All of the libraries we support on Android are available, from RTL to FireMonkey, form database access with FireDAC to Parallel Programming Library, so your code should migrate fairly smoothly. There is also support for InterBase 2020 (just released) on Android 64-bit.
Android 64-Bit Caveats
There are a few hurdles to consider when you start building Android 64-bit applications The biggest issue is that about 50% of Android devices out there have a 32-bit CPU, or they have 64-bit CPU but run a 32-bit version of the OS, and therefore cannot run 64-bit Android applications.
If you want to verify your Android device CPU can run 64-bit apps one option is to use existing apps on the Play Store, like the following:
If it indicates your CPU has 64-bit ARMv8-A instruction set, but it is set in 32-bit mode, it implies the Android version is not 64-bit. In case of a mismatch, at the moment you’ll get a specific error message when running a 64-bit APK, but a not-co-clear error message when you try to debug.
Notice also that adding new 64-bit platform doesn’t automatically add all deployment files and additional Java libraries, these might needs some fine tuning as part of the project migration. You can also consider creating a new project file (dproj) from scratch with all the correct defaults.
64-Bit Code Migration is Generally Smooth
In most cases, your Delphi code will just recompile on 64-bit platforms, and you can a larger address space — one you’d likely never use on your phone.
What is different in practice is that pointers, object references, string references and any other data type referring to a memory location becomes a 64-bit, 8 bytes pointer. This also implies that SizeOf (Integer) is now different from SizeOf (Pointer). In fact, Integers remain 4 bytes while the NativeInt type depends on the platform (4 or 8 bytes on 32-bit and 64-bit, respectively).
If you are doing any pointer math or have code that depends on data structure alignment, you might have to change it. And the same if you are type casting Integers to pointers. If you are doing low level calls to native libraries, you might also need to adjust the code.

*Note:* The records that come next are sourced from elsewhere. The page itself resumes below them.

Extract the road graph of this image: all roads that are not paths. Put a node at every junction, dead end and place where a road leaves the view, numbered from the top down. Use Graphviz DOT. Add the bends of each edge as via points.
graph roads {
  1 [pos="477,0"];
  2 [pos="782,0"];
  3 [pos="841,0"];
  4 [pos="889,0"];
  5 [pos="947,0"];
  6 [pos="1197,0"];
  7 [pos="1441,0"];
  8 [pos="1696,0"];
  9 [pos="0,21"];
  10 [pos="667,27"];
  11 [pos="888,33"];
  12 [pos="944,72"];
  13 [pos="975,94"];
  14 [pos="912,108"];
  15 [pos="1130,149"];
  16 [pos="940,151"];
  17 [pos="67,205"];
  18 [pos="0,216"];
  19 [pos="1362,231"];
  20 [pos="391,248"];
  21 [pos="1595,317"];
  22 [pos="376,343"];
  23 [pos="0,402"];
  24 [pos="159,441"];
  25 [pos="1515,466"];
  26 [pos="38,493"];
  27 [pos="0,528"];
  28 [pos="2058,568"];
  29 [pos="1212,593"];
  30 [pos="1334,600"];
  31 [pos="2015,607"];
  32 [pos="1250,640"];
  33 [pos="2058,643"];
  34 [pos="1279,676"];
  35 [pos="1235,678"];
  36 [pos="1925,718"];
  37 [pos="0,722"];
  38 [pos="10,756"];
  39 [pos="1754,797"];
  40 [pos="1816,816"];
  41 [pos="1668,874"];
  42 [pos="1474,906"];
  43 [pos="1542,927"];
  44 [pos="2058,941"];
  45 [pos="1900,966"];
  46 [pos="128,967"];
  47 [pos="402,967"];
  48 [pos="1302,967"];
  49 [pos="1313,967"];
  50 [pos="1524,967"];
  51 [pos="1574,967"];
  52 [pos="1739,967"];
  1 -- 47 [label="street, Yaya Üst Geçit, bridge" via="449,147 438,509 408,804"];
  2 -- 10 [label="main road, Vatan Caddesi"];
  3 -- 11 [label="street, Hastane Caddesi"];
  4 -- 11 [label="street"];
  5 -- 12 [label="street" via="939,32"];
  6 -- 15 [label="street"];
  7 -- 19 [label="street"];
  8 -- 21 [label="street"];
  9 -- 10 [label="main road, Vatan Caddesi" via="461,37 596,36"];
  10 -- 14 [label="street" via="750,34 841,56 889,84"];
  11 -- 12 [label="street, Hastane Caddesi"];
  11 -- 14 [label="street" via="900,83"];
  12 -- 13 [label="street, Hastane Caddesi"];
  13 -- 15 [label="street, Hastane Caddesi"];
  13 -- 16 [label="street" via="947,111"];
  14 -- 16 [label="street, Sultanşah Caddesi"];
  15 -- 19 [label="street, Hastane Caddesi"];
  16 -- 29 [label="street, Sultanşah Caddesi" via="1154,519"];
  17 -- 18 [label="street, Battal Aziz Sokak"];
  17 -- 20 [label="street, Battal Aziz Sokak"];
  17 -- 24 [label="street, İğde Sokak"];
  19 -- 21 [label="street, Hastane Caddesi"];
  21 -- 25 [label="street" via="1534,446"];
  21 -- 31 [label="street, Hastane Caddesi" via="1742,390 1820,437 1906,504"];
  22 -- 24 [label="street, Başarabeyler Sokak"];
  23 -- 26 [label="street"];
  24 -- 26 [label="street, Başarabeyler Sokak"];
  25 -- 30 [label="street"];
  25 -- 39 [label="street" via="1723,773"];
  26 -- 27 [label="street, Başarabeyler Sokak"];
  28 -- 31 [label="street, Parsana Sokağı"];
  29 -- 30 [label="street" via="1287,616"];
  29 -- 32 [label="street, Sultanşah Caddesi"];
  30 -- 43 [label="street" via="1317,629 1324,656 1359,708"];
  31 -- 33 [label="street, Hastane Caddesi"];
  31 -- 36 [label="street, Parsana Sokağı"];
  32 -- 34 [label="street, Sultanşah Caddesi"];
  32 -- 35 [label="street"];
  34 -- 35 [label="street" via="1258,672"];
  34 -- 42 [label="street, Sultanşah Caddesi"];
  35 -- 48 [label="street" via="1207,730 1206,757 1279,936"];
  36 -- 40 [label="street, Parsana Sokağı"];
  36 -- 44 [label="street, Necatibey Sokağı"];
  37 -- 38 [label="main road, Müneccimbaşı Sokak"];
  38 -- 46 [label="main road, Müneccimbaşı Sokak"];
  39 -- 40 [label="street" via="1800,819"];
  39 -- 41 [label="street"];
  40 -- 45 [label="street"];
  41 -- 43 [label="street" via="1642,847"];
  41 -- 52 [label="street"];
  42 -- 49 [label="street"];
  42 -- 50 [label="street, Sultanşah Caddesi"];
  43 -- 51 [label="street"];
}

Android App Bundle Support
The other relevant feature that Delphi 10.3.3 is introducing for Android developers is the support for the AAB format (Android App Bundle). This is a deployment file format capable of bundling both 32 and 64 binaries and files, aimed to store submission — you cannot install a bundle on your phone directly. Similarly to Apple Universal format, once you upload a bundle the end user downloading via the Play Store will just receives the proper files for the specific device (and its bitness).
To enable App Bundlesupport, you can use the matching compiler option for the 64-bit Android target:
You’ll also need to provide proper provisioning information and you can generate this from the IDE, the .aab file to upload to Google Play Store.